Carson, her book's affected prose designed to create optimum public
panic over DDT, heralded, along with the decimation of bird
populations, a coming cancer epidemic among humans. Her assertion was
based on the high incidences of liver cancer found in adult rainbow
trout in 1961 — a result, not
of DDT, but of a fungi produced carcinogen, aflatoxin.

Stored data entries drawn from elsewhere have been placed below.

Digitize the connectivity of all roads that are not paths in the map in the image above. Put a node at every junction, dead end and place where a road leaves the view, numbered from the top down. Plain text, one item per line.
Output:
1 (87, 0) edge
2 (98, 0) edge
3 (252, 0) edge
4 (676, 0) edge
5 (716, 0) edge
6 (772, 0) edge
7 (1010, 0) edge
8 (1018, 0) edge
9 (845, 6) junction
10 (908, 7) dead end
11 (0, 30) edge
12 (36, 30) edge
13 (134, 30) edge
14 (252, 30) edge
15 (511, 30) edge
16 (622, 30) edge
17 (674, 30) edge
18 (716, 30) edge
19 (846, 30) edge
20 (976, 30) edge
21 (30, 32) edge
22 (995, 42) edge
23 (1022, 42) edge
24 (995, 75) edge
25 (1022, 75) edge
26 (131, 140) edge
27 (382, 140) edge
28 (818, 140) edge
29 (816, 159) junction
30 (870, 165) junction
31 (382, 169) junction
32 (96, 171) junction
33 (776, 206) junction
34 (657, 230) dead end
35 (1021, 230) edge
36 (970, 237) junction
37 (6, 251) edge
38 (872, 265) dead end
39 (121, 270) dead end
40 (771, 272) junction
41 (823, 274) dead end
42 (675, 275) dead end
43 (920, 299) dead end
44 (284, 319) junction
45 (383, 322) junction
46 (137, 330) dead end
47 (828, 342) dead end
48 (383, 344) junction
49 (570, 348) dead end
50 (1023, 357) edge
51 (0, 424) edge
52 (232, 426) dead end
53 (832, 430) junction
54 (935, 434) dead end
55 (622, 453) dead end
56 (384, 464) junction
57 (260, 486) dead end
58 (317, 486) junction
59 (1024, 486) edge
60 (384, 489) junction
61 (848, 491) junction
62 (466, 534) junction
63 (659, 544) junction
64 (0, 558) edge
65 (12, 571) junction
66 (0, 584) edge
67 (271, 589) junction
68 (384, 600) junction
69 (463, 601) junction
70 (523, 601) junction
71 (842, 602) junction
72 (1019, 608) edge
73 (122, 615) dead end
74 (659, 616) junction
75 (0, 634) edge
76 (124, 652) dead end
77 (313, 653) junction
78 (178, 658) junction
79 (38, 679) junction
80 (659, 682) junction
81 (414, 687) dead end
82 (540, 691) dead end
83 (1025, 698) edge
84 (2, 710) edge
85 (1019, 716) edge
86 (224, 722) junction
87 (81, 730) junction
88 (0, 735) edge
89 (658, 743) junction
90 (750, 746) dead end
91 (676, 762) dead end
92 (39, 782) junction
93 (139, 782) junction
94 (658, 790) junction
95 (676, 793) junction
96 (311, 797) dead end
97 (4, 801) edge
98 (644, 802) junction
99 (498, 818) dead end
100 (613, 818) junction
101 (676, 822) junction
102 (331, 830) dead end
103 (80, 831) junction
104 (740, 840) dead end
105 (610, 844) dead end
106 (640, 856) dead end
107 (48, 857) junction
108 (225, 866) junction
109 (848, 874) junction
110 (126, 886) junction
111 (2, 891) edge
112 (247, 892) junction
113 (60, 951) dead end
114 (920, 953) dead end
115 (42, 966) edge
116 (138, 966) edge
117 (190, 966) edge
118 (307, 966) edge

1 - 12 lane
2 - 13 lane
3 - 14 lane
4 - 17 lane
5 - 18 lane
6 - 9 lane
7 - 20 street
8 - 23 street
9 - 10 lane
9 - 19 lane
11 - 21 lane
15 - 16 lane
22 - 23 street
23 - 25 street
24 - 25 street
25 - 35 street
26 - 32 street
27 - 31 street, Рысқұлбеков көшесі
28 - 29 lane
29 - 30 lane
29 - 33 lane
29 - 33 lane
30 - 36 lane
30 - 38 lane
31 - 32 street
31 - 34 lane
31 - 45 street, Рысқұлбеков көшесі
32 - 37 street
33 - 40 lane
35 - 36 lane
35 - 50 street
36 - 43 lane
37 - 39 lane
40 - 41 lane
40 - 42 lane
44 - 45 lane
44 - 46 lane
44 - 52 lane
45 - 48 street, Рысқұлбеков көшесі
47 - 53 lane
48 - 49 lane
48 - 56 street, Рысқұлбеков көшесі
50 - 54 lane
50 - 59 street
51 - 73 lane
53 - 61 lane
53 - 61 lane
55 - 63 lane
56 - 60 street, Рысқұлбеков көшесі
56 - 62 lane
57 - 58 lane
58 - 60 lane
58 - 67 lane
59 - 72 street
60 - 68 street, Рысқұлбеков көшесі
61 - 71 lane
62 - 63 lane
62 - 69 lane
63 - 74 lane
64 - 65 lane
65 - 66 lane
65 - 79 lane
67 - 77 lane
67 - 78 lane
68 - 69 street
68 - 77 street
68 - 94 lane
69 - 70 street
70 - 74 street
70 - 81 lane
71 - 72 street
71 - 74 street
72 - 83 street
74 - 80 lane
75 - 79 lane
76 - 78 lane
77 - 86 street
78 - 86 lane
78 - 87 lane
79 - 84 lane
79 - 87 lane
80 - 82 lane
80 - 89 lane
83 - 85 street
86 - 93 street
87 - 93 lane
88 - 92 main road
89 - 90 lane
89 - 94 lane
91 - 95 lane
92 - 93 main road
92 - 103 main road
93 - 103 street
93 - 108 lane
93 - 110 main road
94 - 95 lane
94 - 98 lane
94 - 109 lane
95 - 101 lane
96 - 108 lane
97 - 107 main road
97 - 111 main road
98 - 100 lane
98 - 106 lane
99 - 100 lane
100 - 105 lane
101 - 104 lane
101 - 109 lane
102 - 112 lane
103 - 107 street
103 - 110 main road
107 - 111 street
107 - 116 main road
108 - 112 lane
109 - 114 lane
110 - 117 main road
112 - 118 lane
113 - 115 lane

Once again, environmentalists followed Carson's lead, ignoring the
facts. In 1971, William Ruckelshaus, member of the Environmental
Defense Fund and, incidentally, head of the newly established
Environmental Protection Agency, banned DDT. He did so while refusing
to attend any of the EPA's administrative hearings being held at the
time on DDT. Later, Ruckelshaus refused to read even one page of the
9,000 pages of testimony, rejecting, too, the findings of the hearings'
judge, who declared: "DDT is not a carcinogenic ... a mutagenic or
teratogenic hazard to man ..."
Since 1971, environmentalist organizations like the International
Pesticide Action Network have succeeded in getting DDT banned in
country after country. People in those countries, forced to rely on
pesticides that are neither as effective nor as safe as DDT, are now
also forced to live, and to die, with the consequences of such
environmental activism. Today, where cases of malaria once constituted
only a handful of people, in Sri Lanka, Zanzibar and other tropical
Third World countries throughout Africa, the Asian subcontinent and
South America, deaths from malaria are skyrocketing into the millions.

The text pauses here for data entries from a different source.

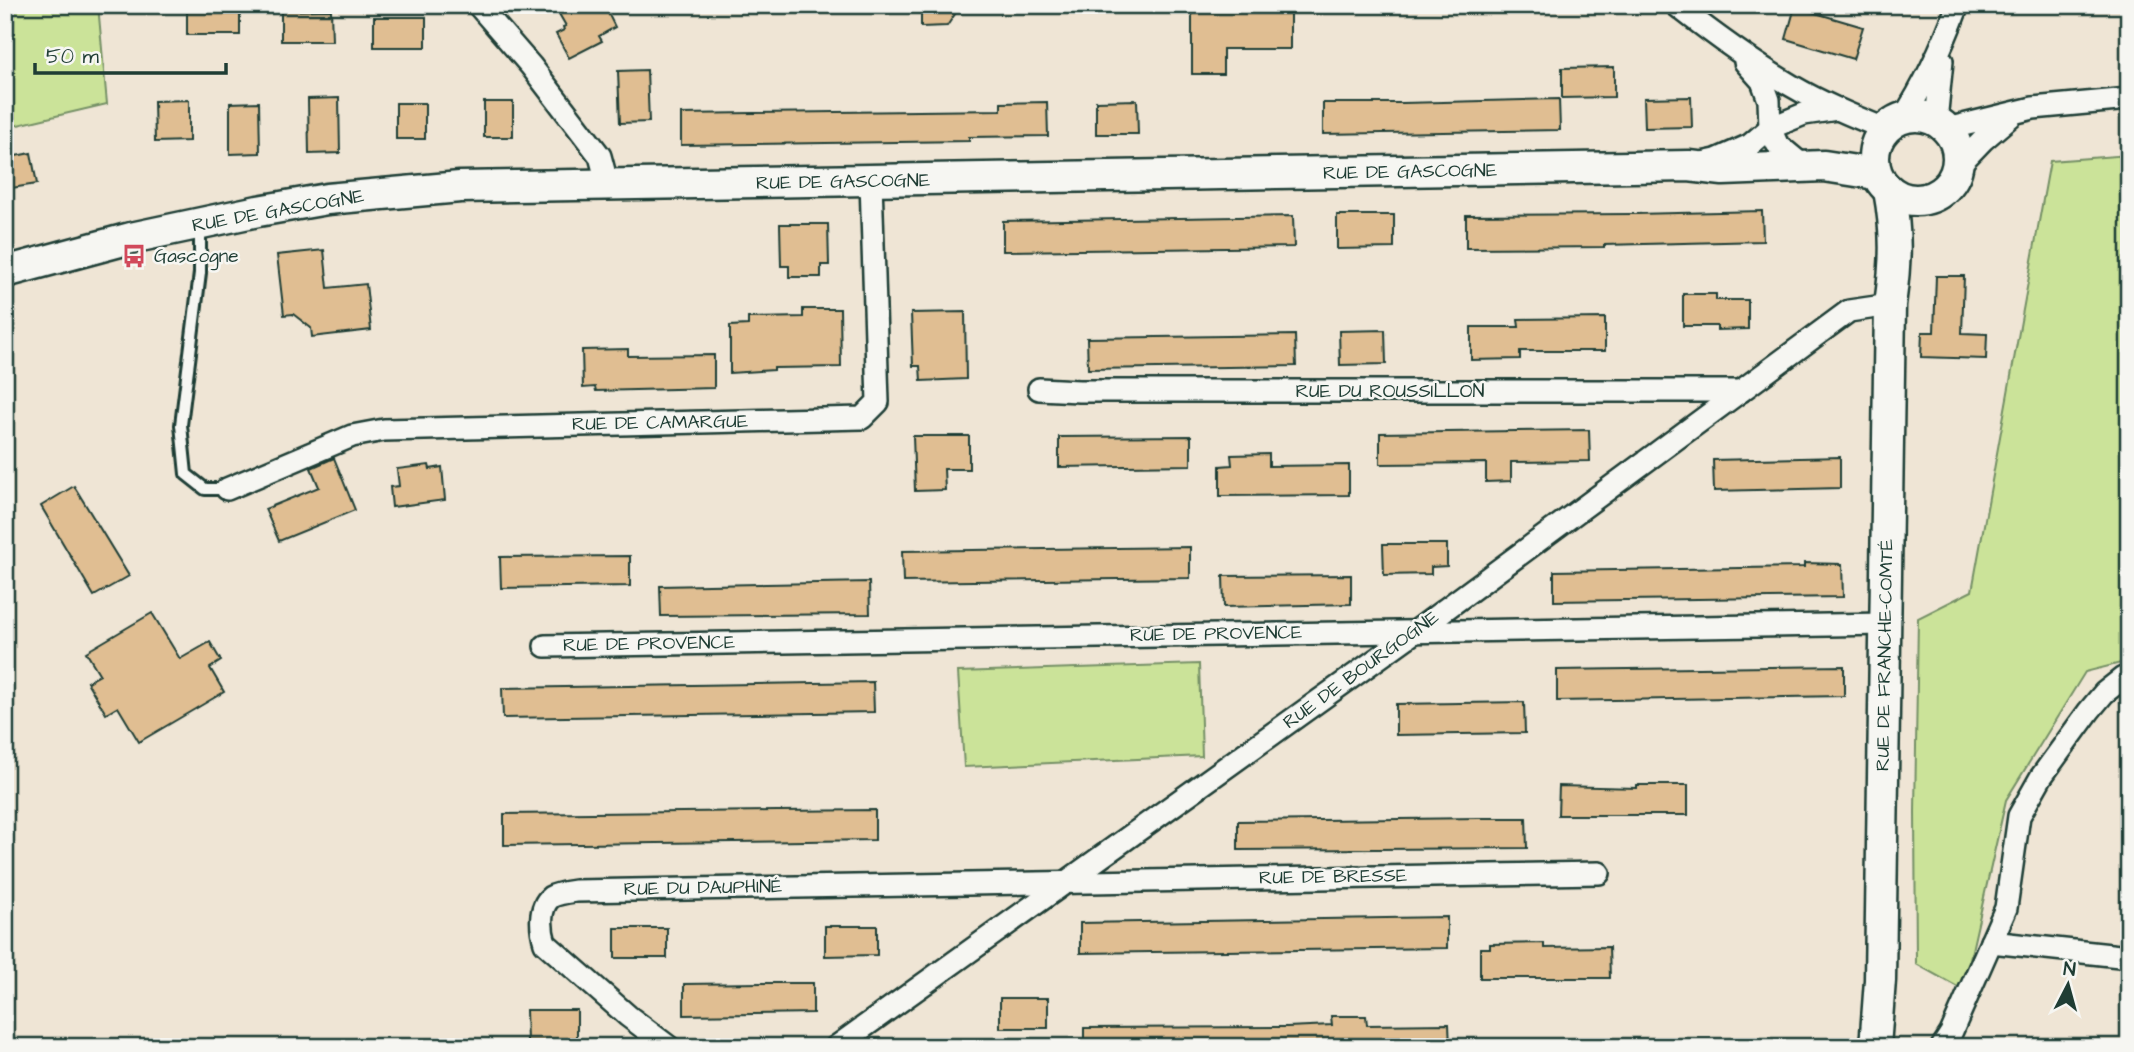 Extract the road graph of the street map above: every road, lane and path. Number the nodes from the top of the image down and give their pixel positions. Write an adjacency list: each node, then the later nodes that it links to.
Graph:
1 (478, 5): 17 (street)
2 (1676, 5): 5 (street)
3 (1958, 5): 4 (street)
4 (1944, 42): 9 (street); 10 (street)
5 (1732, 48): 7 (street); 11 (street)
6 (2129, 99): 8 (street)
7 (1837, 109): 9 (street); 11 (street, RUE DE GASCOGNE)
8 (2015, 112): 10 (street); 13 (street)
9 (1894, 124): 10 (street); 16 (street)
10 (1941, 125): 13 (street)
11 (1770, 128): 12 (street, RUE DE GASCOGNE); 14 (street)
12 (1689, 166): 14 (street, RUE DE GASCOGNE); 15 (street, RUE DE GASCOGNE)
13 (1958, 166): 18 (street)
14 (1806, 168): 16 (street, RUE DE GASCOGNE)
15 (871, 181): 17 (street, RUE DE GASCOGNE); 25 (street, RUE DE CAMARGUE)
16 (1883, 182): 18 (street); 20 (street, RUE DE FRANCHE-COMTÉ)
17 (608, 186): 19 (street, RUE DE GASCOGNE)
18 (1924, 200): 20 (street, RUE DE FRANCHE-COMTÉ)
19 (200, 224): 21 (street, RUE DE GASCOGNE); 25 (lane)
20 (1896, 264): 22 (street, RUE DE FRANCHE-COMTÉ)
21 (5, 272)
22 (1890, 305): 24 (street, RUE DE BOURGOGNE); 26 (street, RUE DE FRANCHE-COMTÉ)
23 (1040, 389): 24 (street, RUE DU ROUSSILLON)
24 (1741, 391): 27 (street, RUE DE BOURGOGNE)
25 (227, 489)
26 (1886, 624): 27 (street, RUE DE PROVENCE); 36 (street, RUE DE FRANCHE-COMTÉ)
27 (1416, 631): 28 (street, RUE DE PROVENCE); 31 (street, RUE DE BOURGOGNE)
28 (545, 646)
29 (2129, 677): 32 (street)
30 (1599, 873): 31 (street, RUE DE BRESSE)
31 (1066, 882): 34 (street, RUE DU DAUPHINÉ); 35 (street, RUE DE BOURGOGNE)
32 (1991, 942): 33 (street); 37 (street)
33 (2129, 957)
34 (669, 1047)
35 (836, 1047)
36 (1875, 1047)
37 (1942, 1047)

Heedless of this silently rising death toll, environmentalists are
now pressuring governments worldwide to also preserve wetlands, i.e.,
swamps, the foremost breeding grounds of mosquitoes. One would have to
conclude, given all the facts, that environmentalists are either insane
or murderously misanthropic. At a UN sponsored earth summit in 1971, a
delegate's remark gives us the answer: "What this world needs is a good
plague to wipe out most of the human population."
When the death toll from malaria begins to mount
in this country, we'll certainly hear about it on the evening news.
Malaria will be
blamed, of course, but the real culprit will be environmentalist
mythology, which has been killing us softly for decades.